▸ **What this task involves**: Scan the lines below; pull out those with "pinky".
++++++++
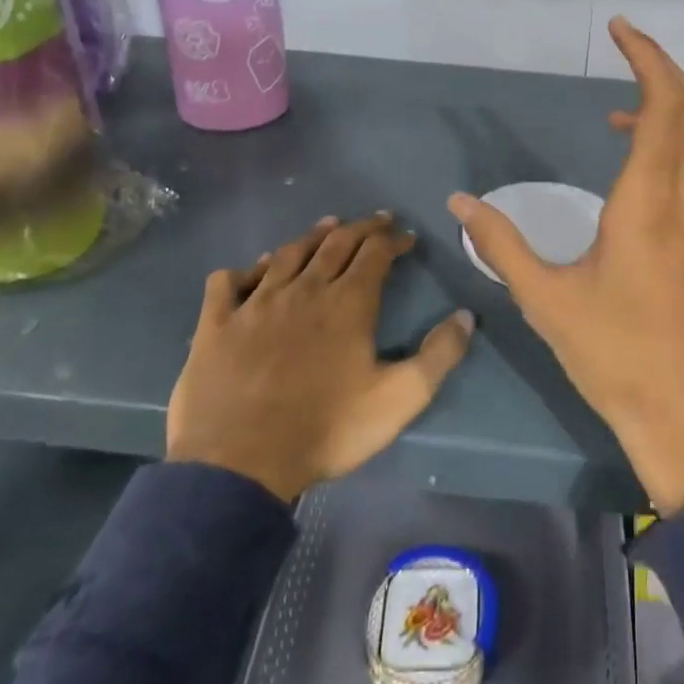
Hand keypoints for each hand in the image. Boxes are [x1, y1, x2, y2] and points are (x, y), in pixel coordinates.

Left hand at [168, 213, 475, 501]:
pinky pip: (230, 281)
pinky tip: (256, 269)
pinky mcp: (216, 323)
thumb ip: (438, 356)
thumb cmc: (326, 429)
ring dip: (312, 236)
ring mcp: (255, 303)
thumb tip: (466, 316)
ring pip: (288, 254)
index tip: (407, 237)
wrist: (239, 464)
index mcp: (348, 303)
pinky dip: (247, 268)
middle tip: (377, 220)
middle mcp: (303, 290)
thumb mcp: (400, 399)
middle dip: (361, 228)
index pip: (375, 253)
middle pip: (335, 243)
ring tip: (328, 226)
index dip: (393, 240)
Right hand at [449, 18, 683, 512]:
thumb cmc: (617, 357)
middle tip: (622, 48)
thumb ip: (501, 245)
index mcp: (652, 201)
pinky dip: (673, 146)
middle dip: (659, 68)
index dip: (646, 57)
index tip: (618, 29)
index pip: (665, 103)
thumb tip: (460, 202)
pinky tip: (636, 172)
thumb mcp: (548, 300)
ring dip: (666, 110)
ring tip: (615, 114)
++++++++
▸ **Written answer**:
pinky pip: (230, 281)
pinky tip: (256, 269)
pinky mcp: (216, 323)
pinky dip: (247, 268)
pinky dip: (673, 146)
pinky tip: (636, 172)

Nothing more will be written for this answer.